(Saved data entries)
________________
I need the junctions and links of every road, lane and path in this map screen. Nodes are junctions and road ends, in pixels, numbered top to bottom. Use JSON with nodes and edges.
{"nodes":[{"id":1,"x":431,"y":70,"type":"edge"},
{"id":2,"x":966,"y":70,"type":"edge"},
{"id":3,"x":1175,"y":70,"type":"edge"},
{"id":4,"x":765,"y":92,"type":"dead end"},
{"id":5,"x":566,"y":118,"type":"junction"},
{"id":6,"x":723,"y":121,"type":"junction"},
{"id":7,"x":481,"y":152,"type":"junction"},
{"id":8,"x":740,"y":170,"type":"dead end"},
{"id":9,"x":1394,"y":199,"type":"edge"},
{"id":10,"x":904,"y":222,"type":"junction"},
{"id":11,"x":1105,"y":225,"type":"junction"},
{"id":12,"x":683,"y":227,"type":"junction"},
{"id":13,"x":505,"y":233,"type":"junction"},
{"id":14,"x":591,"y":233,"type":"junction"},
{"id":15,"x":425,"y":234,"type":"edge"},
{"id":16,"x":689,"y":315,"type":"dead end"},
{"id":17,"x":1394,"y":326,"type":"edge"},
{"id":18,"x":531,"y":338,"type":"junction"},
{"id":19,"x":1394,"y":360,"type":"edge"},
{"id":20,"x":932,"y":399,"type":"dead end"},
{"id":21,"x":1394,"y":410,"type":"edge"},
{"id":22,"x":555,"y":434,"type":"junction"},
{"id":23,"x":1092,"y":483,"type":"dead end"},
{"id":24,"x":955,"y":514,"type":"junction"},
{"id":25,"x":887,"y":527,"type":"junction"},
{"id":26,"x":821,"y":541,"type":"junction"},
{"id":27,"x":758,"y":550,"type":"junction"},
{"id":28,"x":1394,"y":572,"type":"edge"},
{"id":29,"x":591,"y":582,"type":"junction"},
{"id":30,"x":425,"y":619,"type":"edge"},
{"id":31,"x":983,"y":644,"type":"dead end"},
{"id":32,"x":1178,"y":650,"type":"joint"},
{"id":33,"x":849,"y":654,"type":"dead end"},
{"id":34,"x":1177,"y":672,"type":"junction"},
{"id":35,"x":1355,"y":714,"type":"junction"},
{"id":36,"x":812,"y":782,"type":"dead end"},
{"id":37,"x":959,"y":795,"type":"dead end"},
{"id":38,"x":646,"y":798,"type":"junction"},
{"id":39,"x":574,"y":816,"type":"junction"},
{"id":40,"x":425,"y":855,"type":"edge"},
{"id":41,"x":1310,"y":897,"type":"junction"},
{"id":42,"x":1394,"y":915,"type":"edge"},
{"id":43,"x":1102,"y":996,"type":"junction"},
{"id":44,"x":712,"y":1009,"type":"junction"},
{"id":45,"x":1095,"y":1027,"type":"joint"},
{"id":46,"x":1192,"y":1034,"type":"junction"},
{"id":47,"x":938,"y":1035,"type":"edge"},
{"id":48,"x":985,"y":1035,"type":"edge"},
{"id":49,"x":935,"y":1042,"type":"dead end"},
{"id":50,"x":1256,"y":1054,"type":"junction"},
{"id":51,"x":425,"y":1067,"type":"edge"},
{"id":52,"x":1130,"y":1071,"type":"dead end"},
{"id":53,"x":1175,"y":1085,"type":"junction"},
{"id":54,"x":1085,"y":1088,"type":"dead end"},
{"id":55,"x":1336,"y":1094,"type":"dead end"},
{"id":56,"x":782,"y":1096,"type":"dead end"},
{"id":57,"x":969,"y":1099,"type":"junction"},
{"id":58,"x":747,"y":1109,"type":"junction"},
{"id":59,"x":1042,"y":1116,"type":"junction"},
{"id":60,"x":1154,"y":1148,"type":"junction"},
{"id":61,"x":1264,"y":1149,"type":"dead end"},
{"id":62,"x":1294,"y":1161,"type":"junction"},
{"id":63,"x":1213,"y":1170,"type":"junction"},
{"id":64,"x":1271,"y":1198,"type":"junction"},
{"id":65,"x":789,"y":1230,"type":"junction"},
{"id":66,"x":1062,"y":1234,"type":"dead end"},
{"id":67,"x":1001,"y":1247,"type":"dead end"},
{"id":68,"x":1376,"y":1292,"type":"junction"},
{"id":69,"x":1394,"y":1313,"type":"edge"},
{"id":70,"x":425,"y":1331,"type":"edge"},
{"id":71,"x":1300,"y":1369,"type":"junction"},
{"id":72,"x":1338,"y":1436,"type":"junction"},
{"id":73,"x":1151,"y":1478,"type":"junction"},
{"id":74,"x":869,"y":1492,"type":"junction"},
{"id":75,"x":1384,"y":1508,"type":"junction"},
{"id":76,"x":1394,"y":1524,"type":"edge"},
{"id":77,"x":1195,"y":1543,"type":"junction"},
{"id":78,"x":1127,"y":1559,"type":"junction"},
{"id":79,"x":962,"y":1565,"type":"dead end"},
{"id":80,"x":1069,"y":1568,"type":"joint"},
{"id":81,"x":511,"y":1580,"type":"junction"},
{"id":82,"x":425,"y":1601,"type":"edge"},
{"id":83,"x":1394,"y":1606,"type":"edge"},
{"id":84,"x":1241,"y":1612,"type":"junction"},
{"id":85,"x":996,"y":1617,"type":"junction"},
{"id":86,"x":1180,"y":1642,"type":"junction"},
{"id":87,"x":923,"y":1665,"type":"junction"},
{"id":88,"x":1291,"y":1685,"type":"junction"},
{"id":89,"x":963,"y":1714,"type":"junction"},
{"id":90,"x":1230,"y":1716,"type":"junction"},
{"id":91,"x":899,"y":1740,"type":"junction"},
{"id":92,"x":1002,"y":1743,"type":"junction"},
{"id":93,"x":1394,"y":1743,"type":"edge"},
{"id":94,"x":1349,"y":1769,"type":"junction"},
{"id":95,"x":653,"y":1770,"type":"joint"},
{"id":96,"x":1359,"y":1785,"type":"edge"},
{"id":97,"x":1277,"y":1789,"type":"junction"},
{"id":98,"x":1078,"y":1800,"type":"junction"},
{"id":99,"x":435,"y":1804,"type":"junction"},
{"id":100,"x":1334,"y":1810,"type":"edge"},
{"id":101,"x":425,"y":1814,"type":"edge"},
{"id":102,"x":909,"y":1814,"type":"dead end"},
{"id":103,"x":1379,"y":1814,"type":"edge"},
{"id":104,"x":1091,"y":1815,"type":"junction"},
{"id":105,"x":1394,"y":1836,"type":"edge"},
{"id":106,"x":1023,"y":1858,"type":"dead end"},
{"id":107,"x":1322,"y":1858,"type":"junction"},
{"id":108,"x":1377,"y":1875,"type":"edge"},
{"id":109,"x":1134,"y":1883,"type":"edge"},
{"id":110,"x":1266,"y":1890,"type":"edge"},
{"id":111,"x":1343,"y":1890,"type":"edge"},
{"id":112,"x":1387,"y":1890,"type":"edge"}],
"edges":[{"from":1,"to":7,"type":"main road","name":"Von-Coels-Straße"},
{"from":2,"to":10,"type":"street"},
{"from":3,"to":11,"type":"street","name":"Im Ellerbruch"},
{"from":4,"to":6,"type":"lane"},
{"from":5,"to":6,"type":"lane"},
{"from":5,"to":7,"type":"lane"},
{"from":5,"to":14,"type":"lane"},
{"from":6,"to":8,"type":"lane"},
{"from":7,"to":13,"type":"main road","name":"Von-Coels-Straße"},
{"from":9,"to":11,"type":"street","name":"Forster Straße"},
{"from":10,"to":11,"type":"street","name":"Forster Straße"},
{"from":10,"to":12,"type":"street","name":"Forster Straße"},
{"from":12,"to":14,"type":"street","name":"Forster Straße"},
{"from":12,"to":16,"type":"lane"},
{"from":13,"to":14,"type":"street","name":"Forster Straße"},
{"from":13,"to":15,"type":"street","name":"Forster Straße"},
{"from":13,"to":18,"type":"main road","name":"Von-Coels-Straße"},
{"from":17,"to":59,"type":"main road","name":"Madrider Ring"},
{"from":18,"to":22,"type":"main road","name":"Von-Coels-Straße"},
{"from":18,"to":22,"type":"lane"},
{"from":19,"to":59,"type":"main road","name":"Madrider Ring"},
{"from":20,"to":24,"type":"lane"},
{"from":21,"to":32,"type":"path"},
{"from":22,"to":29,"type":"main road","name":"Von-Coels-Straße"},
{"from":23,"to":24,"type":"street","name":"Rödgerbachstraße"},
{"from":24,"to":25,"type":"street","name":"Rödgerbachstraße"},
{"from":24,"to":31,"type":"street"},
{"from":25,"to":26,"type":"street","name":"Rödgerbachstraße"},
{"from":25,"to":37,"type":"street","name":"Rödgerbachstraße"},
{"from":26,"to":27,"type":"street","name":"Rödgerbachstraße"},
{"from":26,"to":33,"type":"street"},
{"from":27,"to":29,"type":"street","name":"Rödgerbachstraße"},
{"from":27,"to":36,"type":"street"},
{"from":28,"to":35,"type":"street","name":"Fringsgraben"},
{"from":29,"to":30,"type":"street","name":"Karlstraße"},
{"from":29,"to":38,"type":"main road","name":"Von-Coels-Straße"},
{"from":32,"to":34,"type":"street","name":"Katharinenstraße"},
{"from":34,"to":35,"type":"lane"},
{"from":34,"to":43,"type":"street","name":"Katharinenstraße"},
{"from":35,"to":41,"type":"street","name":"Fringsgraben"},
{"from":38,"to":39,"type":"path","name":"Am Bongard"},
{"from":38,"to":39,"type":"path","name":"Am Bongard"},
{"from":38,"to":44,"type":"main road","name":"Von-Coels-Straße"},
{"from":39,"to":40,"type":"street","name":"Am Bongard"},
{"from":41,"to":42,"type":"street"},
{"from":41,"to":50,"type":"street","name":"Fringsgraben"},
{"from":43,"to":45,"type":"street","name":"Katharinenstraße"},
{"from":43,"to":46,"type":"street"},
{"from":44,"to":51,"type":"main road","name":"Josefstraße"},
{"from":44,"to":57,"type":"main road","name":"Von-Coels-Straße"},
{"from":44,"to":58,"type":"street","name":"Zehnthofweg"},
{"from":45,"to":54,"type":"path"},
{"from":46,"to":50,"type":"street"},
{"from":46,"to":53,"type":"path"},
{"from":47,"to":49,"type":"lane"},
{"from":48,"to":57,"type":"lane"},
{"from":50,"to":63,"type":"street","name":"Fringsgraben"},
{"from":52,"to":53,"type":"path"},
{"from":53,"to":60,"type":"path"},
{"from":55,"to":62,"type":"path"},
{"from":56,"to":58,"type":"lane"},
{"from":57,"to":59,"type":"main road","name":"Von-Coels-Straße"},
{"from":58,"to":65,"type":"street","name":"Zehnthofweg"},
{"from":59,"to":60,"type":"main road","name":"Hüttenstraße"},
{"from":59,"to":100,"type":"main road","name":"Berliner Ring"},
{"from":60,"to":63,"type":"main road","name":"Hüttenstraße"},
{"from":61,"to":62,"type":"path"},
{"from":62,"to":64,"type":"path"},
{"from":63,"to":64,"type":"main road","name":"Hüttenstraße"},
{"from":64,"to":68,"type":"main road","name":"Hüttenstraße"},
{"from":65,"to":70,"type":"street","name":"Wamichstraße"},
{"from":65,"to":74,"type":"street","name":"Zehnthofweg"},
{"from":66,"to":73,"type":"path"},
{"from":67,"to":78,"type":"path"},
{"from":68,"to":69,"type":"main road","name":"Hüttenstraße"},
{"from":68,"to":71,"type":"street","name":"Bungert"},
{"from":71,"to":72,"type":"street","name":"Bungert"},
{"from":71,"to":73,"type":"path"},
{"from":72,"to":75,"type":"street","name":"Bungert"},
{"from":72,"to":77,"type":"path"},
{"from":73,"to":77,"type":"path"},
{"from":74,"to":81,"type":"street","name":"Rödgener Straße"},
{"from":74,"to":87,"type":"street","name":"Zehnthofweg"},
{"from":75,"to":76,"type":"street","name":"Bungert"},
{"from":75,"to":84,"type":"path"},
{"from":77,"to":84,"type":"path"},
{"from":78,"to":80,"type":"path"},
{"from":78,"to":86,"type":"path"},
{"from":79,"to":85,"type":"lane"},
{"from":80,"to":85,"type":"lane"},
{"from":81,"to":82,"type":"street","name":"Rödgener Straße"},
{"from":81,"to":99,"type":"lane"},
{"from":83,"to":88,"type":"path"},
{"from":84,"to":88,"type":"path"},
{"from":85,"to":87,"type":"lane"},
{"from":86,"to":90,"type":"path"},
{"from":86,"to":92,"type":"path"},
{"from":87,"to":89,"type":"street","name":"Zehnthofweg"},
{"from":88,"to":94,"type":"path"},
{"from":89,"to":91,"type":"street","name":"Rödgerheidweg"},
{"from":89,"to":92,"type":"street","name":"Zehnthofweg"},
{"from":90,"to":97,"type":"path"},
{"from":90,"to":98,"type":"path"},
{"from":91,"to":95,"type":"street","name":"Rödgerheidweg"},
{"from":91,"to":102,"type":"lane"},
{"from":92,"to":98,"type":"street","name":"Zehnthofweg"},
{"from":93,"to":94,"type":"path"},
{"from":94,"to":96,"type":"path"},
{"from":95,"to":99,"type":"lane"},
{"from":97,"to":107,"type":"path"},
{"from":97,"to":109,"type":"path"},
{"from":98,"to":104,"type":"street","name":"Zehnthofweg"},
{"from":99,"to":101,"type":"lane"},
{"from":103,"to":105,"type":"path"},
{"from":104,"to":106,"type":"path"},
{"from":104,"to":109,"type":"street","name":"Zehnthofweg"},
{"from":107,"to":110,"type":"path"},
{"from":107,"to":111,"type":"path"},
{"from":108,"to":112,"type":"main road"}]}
________________
PROBLEM TO WORK ON: The expected answer is a number and nothing else: how many lines above include the word "edges".

EXERCISE ANSWER: 2